Seit 2011 verrichten nur mehr Ministranten den Altardienst an der Kathedrale von Phoenix. Damit stellte Bischof Olmsted die in den vergangenen Jahren eingeführte Praxis von Ministrantinnen ab. „Nicht aufgrund irgendeiner Form von Misogynie oder hysterischem klerikalem Sexismus, wie manche in Unkenntnis der katholischen Glaubenslehre leichtfertig und vorschnell geurteilt haben“, so der Bischof. Der Altardienst von jungen Buben und Burschen habe weit zurückreichende Wurzeln in der Kirchengeschichte, noch lange bevor es mit den Priesterseminaren ein modernes Ausbildungswesen zur Vorbereitung auf das Priestertum gab, so wie es die Konzilsväter des Konzils von Trient wollten. Der Altardienst wurde von jeher als „Lehrzeit“ und Vorstufe zum Priestertum gesehen, so die Diözese Phoenix zur Entscheidung des Bischofs. Bischof Olmsted gehört zu den Bischöfen, die bereits in der außerordentlichen Form des Römischen Ritus, im sogenannten tridentinischen Ritus zelebriert haben.

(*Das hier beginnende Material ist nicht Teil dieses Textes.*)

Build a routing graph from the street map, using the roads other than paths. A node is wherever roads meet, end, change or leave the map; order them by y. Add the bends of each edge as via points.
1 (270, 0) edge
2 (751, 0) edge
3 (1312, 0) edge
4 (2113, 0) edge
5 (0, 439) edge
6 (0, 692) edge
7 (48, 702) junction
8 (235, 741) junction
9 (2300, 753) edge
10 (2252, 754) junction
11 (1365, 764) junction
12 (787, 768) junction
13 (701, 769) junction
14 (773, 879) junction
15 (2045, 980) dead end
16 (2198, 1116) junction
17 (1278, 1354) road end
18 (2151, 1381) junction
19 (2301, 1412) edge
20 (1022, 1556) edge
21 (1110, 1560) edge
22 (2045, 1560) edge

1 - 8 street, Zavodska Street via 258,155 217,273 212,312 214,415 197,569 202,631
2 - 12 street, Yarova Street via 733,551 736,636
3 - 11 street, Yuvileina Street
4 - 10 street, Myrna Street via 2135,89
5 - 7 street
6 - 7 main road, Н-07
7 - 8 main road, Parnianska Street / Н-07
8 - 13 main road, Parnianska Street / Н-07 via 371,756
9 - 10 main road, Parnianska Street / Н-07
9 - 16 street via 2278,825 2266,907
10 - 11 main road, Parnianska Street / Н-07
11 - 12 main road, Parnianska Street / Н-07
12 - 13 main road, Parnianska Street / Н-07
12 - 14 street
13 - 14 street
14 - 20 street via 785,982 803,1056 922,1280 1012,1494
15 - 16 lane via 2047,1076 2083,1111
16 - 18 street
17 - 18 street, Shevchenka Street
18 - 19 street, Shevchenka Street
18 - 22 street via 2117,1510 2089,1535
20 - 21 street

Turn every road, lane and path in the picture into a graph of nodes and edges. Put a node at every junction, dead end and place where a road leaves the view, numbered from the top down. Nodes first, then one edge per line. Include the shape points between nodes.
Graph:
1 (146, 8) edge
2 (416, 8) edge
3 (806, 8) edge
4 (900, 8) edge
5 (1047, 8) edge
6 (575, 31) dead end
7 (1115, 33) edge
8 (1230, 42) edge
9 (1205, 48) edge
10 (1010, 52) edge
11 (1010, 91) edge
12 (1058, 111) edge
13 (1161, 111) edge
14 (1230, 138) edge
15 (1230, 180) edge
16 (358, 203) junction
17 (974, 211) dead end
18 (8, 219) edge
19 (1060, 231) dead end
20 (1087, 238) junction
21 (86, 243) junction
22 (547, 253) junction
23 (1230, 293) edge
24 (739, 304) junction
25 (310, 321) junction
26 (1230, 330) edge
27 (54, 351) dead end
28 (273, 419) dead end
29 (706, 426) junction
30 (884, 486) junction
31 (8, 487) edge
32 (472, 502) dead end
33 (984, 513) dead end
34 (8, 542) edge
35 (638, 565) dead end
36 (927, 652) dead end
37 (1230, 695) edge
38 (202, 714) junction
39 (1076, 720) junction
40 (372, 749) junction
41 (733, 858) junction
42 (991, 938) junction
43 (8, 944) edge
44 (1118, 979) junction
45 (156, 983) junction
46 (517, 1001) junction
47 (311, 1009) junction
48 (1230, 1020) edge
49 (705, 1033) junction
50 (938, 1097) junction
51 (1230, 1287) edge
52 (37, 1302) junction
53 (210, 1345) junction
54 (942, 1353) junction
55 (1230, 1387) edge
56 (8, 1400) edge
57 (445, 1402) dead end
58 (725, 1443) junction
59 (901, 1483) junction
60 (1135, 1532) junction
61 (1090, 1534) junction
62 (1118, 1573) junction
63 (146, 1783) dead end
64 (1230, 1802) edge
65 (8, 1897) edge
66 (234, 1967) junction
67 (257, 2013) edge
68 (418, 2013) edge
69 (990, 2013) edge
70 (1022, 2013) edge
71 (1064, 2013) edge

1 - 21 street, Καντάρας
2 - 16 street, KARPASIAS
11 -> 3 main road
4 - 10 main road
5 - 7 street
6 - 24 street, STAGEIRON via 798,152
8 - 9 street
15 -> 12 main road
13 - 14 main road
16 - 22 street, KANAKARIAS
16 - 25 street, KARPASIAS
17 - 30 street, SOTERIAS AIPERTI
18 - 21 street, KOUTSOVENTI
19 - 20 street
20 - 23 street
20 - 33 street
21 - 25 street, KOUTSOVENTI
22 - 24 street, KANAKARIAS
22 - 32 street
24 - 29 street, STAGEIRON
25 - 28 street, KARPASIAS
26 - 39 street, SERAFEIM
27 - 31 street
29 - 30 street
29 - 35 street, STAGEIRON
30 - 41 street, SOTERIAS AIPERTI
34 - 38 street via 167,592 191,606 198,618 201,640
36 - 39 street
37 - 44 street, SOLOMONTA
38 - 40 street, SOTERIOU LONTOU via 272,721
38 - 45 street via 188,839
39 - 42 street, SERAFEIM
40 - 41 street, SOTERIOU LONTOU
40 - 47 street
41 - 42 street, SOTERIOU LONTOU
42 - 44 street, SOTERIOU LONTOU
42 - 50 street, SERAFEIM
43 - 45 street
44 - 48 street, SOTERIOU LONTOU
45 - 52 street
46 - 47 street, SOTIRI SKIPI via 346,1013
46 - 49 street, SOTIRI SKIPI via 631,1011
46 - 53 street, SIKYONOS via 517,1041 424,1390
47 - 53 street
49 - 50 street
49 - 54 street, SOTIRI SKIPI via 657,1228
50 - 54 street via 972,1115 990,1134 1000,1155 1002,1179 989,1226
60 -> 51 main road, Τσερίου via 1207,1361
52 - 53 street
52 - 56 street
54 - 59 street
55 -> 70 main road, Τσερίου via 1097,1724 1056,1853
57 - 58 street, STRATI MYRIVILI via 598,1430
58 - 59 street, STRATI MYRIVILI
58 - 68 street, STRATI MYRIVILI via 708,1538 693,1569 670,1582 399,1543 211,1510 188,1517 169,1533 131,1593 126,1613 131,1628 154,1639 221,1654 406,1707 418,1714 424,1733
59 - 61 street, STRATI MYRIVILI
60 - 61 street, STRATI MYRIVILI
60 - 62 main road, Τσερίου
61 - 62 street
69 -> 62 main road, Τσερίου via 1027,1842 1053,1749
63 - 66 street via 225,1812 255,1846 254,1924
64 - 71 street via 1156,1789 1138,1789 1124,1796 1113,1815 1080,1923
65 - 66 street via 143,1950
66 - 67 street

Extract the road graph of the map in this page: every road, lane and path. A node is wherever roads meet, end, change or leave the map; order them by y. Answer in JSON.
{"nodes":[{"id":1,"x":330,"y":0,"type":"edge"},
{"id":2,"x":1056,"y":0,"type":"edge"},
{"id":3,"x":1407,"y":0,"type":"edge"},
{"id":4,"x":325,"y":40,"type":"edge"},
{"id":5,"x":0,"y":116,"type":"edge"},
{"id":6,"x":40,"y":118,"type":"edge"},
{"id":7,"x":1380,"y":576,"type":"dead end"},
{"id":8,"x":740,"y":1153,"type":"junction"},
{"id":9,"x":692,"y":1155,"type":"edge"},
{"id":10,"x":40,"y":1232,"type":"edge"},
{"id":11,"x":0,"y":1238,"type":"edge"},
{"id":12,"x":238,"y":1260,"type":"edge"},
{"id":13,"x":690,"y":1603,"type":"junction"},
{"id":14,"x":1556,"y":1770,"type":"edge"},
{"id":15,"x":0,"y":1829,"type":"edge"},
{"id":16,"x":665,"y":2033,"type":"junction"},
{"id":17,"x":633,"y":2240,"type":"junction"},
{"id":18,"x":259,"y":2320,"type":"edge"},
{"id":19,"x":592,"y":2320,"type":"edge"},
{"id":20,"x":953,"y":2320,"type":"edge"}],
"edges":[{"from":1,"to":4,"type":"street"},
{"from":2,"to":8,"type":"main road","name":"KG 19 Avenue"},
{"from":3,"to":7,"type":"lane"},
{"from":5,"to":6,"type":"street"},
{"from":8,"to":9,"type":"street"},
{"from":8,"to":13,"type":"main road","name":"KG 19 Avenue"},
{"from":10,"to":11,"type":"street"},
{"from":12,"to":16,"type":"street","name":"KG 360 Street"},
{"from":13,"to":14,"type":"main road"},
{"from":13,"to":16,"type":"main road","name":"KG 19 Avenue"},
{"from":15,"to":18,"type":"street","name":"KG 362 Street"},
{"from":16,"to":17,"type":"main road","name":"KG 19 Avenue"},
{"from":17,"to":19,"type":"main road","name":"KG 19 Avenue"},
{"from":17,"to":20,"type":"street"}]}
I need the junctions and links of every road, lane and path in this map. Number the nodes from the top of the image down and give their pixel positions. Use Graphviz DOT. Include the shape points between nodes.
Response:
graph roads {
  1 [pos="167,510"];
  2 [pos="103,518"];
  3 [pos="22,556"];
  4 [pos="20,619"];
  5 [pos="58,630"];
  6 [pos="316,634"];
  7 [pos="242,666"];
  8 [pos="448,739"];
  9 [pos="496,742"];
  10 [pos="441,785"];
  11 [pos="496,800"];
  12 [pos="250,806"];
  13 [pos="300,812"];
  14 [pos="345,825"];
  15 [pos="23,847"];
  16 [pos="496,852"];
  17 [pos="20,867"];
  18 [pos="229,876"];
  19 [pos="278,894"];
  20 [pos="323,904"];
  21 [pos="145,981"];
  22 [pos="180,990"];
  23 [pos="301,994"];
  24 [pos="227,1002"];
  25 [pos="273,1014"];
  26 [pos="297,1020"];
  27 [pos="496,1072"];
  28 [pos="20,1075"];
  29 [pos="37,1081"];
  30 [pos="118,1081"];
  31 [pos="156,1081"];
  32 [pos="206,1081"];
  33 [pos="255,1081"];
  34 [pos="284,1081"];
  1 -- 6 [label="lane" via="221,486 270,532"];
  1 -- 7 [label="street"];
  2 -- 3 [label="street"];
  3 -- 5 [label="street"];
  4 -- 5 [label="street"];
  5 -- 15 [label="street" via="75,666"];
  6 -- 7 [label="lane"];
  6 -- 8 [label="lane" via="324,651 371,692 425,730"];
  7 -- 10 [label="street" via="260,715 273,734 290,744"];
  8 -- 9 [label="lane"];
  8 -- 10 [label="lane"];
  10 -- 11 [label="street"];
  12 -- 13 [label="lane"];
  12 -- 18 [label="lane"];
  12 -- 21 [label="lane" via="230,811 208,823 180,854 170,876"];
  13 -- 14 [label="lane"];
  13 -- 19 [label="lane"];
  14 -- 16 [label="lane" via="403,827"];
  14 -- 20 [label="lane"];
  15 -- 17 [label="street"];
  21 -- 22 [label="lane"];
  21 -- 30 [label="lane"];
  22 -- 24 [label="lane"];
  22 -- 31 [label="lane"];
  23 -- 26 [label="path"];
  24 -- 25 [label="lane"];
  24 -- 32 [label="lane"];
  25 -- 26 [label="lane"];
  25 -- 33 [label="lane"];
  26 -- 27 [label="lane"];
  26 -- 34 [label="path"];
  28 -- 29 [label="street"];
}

Keine Ministrantinnen: Altardienst ist für Kirche erste Stufe zum Priestertum

Bischof Olmsted folgt dem Amerikaner Msgr. Joseph William Tobin im Amt des Sekretärs der Kongregation für die Ordensleute nach Rom. Msgr. Tobin war wegen seiner zu „weichen“ Linie gegenüber den rebellischen US-amerikanischen Ordensfrauen aus der Römischen Kurie entfernt worden. Der Redemptorist (Jahrgang 1952), der von 1997 bis 2009 dem Redemptoristenorden als Generaloberer vorstand, wurde als Erzbischof von Indianapolis im US-Bundesstaat Indiana aus Rom wegbefördert. Seine Tätigkeit an der Römischen Kurie blieb ein kurzes Zwischenspiel. Erst 2010 an die Ordenskongregation berufen, versuchte er dort nach dem altersbedingten Rücktritt von Kardinal Franc Rode im Tauziehen mit dem Richtung progressiven, feministischen und teils obskuren New-Age-Praktiken abdriftenden, überalterten Teil der amerikanischen Frauenorden eine „Weiche“ Linie einzuschlagen. Eine Position, die in Rom nicht gutgeheißen wurde und zu seiner Ablösung führte.

Konflikt mit rebellischen esoterisch-deistisch-feministischen Ordensfrauen hat Priorität

Der Umstand, daß nach einem Amerikaner erneut ein Amerikaner in die für das Ordenswesen wichtige Position berufen wird, unterstreicht, daß für Rom die Klärung des Konflikts mit dem rebellischen Teil der amerikanischen Ordensschwestern auf der Prioritätenliste ganz oben steht.